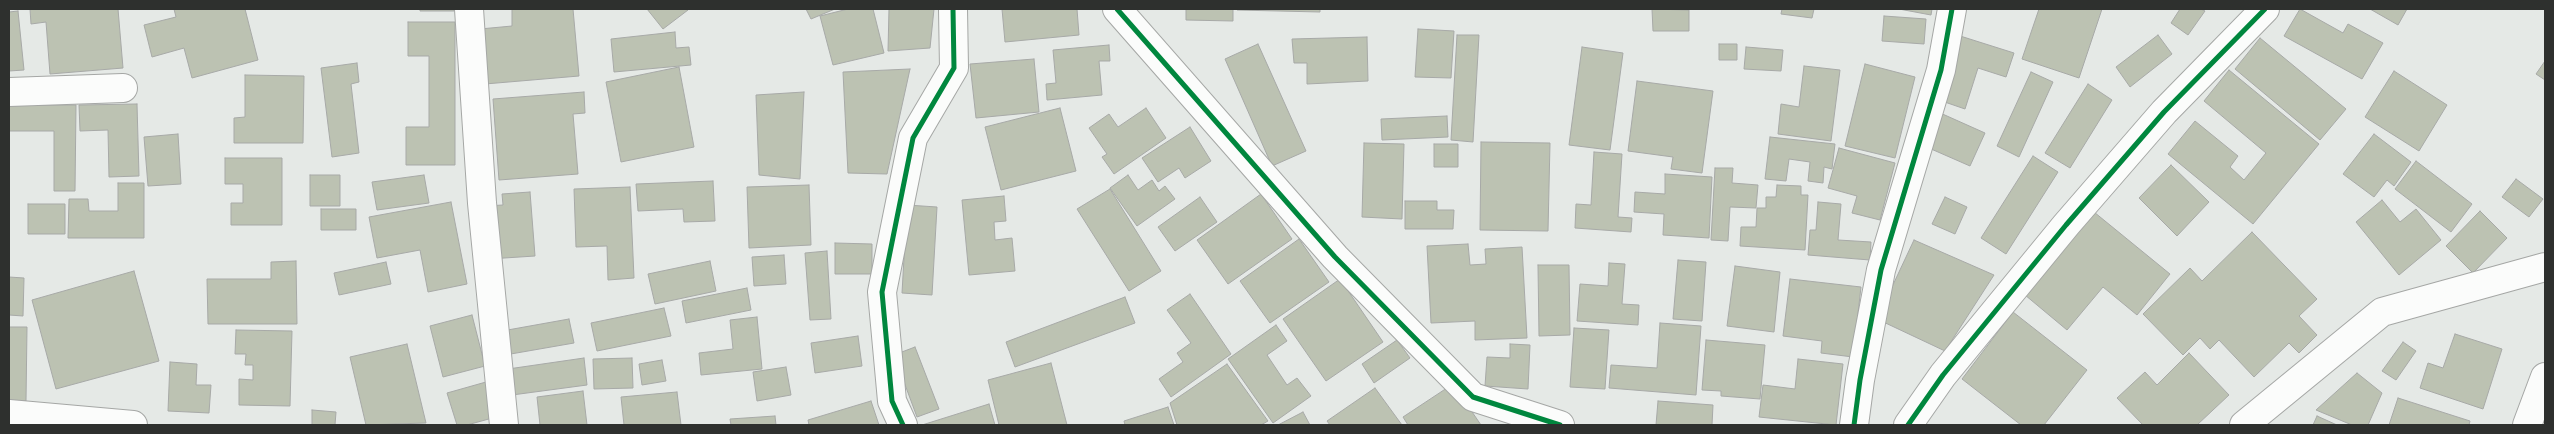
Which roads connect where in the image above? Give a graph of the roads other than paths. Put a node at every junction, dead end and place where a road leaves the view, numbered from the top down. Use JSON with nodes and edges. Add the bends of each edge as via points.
{"nodes":[{"id":1,"x":469,"y":9,"type":"edge"},
{"id":2,"x":953,"y":9,"type":"edge"},
{"id":3,"x":1117,"y":9,"type":"edge"},
{"id":4,"x":1952,"y":9,"type":"edge"},
{"id":5,"x":2265,"y":9,"type":"edge"},
{"id":6,"x":123,"y":88,"type":"dead end"},
{"id":7,"x":9,"y":92,"type":"edge"},
{"id":8,"x":2545,"y":267,"type":"edge"},
{"id":9,"x":2545,"y":377,"type":"edge"},
{"id":10,"x":9,"y":414,"type":"edge"},
{"id":11,"x":133,"y":425,"type":"edge"},
{"id":12,"x":504,"y":425,"type":"edge"},
{"id":13,"x":903,"y":425,"type":"edge"},
{"id":14,"x":1560,"y":425,"type":"edge"},
{"id":15,"x":1854,"y":425,"type":"edge"},
{"id":16,"x":1908,"y":425,"type":"edge"},
{"id":17,"x":2244,"y":425,"type":"edge"},
{"id":18,"x":2528,"y":425,"type":"edge"}],
"edges":[{"from":1,"to":12,"type":"street","via":[[482,203]]},
{"from":2,"to":13,"type":"street","via":[[954,68],[913,138],[882,292],[892,401]]},
{"from":3,"to":14,"type":"street","via":[[1335,257],[1473,397]]},
{"from":4,"to":15,"type":"street","via":[[1941,70],[1881,270]]},
{"from":5,"to":16,"type":"street","via":[[2164,112],[2066,225],[1943,375]]},
{"from":6,"to":7,"type":"street"},
{"from":8,"to":17,"type":"street","via":[[2382,312]]},
{"from":9,"to":18,"type":"street"},
{"from":10,"to":11,"type":"street"}]}
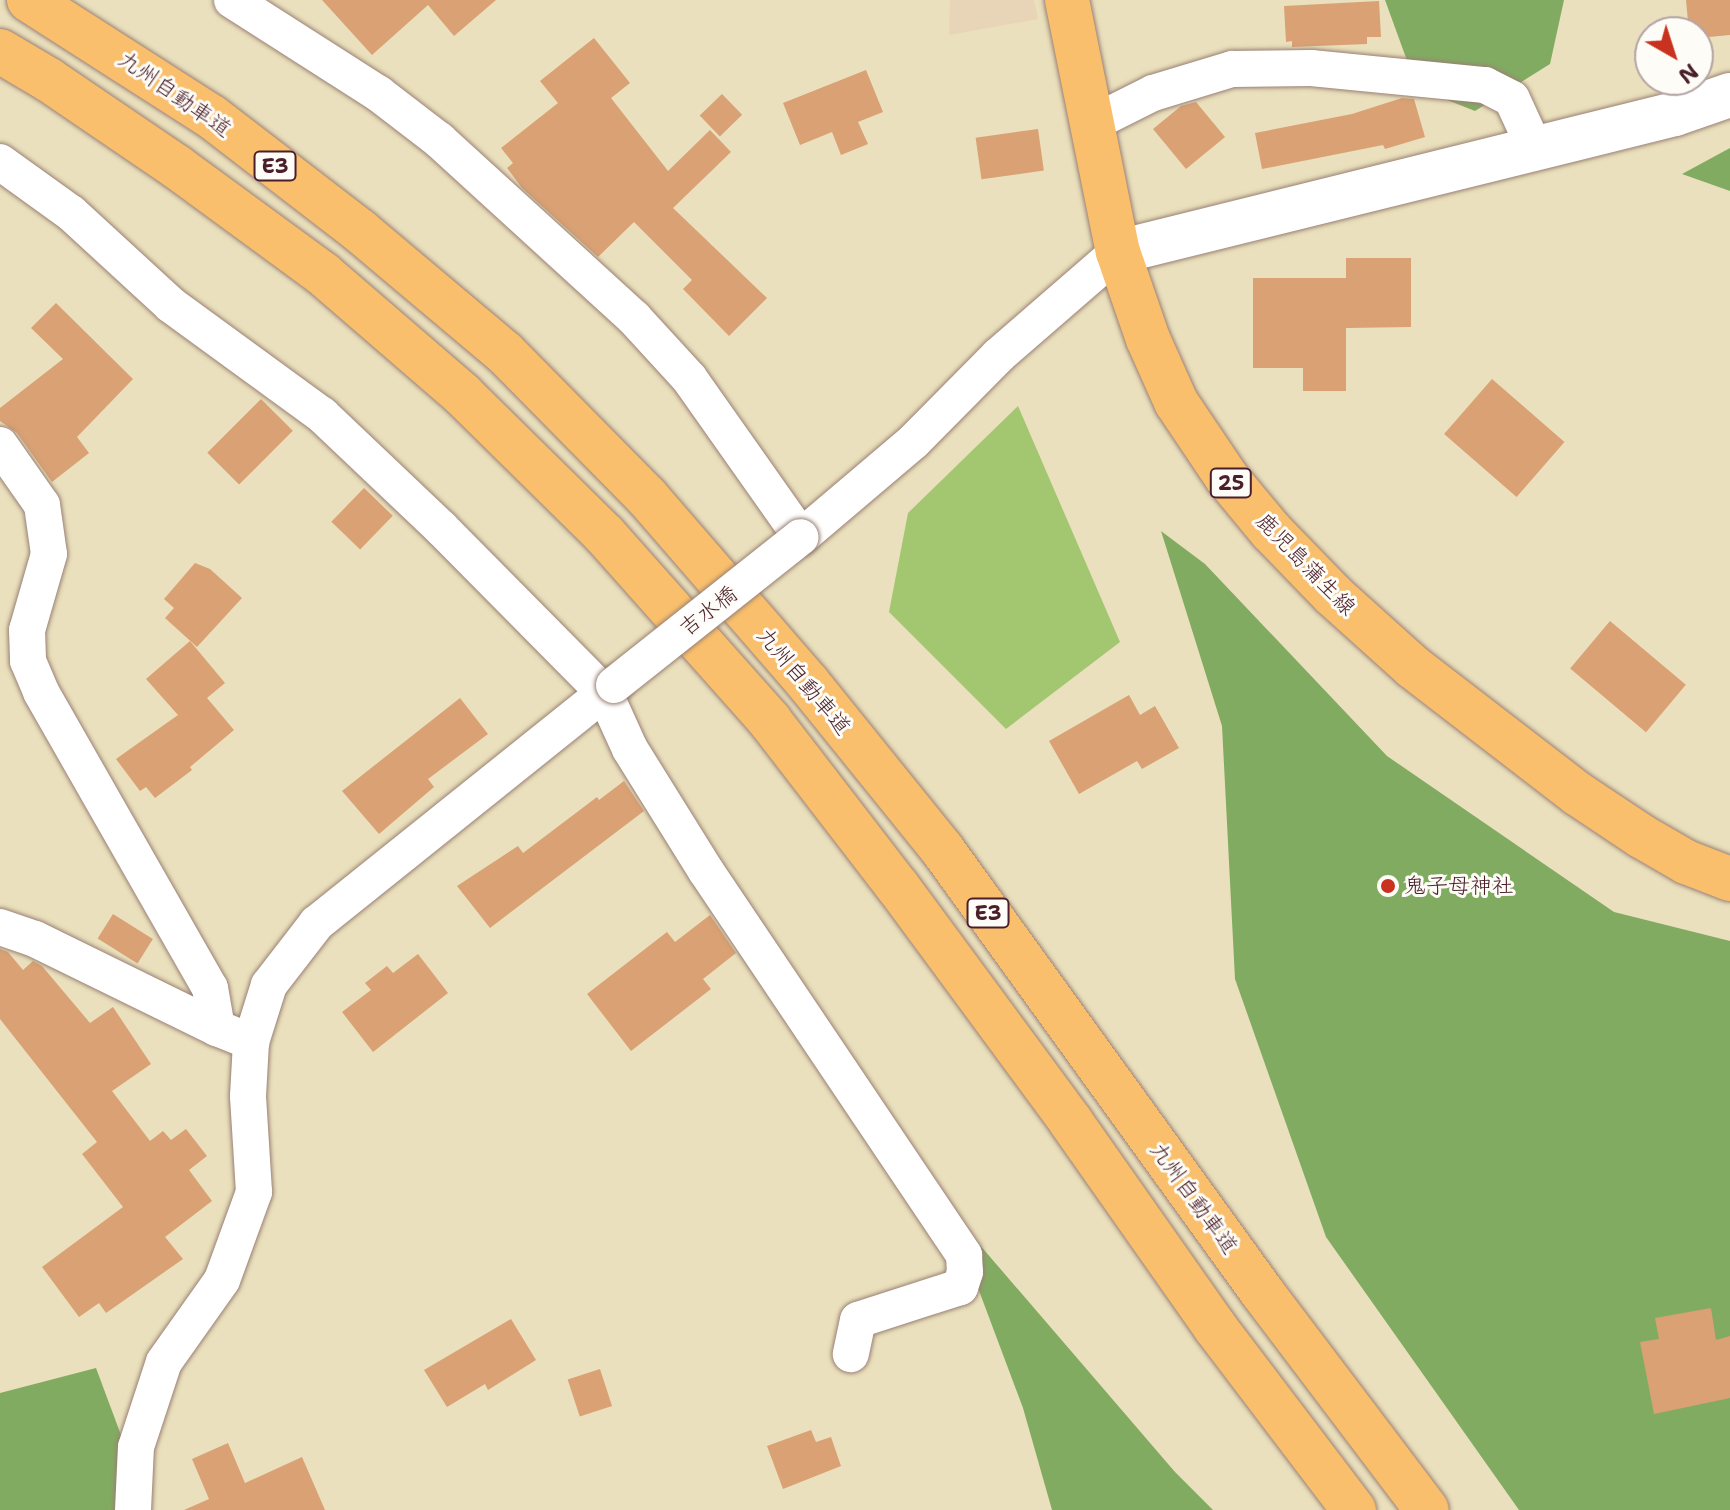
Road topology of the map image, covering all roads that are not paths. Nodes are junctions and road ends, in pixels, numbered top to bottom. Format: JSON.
*-*-*
__AIM OF THE TASK__: What's needed is every record restated exactly, pictures excluded.

__EXERCISE RESULT__:
Which roads connect where in the image above? Give a graph of the roads other than paths. Put a node at every junction, dead end and place where a road leaves the view, numbered from the top down. Use JSON with nodes and edges. Add the bends of each edge as via points.
{"nodes":[{"id":1,"x":469,"y":9,"type":"edge"},
{"id":2,"x":953,"y":9,"type":"edge"},
{"id":3,"x":1117,"y":9,"type":"edge"},
{"id":4,"x":1952,"y":9,"type":"edge"},
{"id":5,"x":2265,"y":9,"type":"edge"},
{"id":6,"x":123,"y":88,"type":"dead end"},
{"id":7,"x":9,"y":92,"type":"edge"},
{"id":8,"x":2545,"y":267,"type":"edge"},
{"id":9,"x":2545,"y":377,"type":"edge"},
{"id":10,"x":9,"y":414,"type":"edge"},
{"id":11,"x":133,"y":425,"type":"edge"},
{"id":12,"x":504,"y":425,"type":"edge"},
{"id":13,"x":903,"y":425,"type":"edge"},
{"id":14,"x":1560,"y":425,"type":"edge"},
{"id":15,"x":1854,"y":425,"type":"edge"},
{"id":16,"x":1908,"y":425,"type":"edge"},
{"id":17,"x":2244,"y":425,"type":"edge"},
{"id":18,"x":2528,"y":425,"type":"edge"}],
"edges":[{"from":1,"to":12,"type":"street","via":[[482,203]]},
{"from":2,"to":13,"type":"street","via":[[954,68],[913,138],[882,292],[892,401]]},
{"from":3,"to":14,"type":"street","via":[[1335,257],[1473,397]]},
{"from":4,"to":15,"type":"street","via":[[1941,70],[1881,270]]},
{"from":5,"to":16,"type":"street","via":[[2164,112],[2066,225],[1943,375]]},
{"from":6,"to":7,"type":"street"},
{"from":8,"to":17,"type":"street","via":[[2382,312]]},
{"from":9,"to":18,"type":"street"},
{"from":10,"to":11,"type":"street"}]}
Road topology of the map image, covering all roads that are not paths. Nodes are junctions and road ends, in pixels, numbered top to bottom. Format: JSON.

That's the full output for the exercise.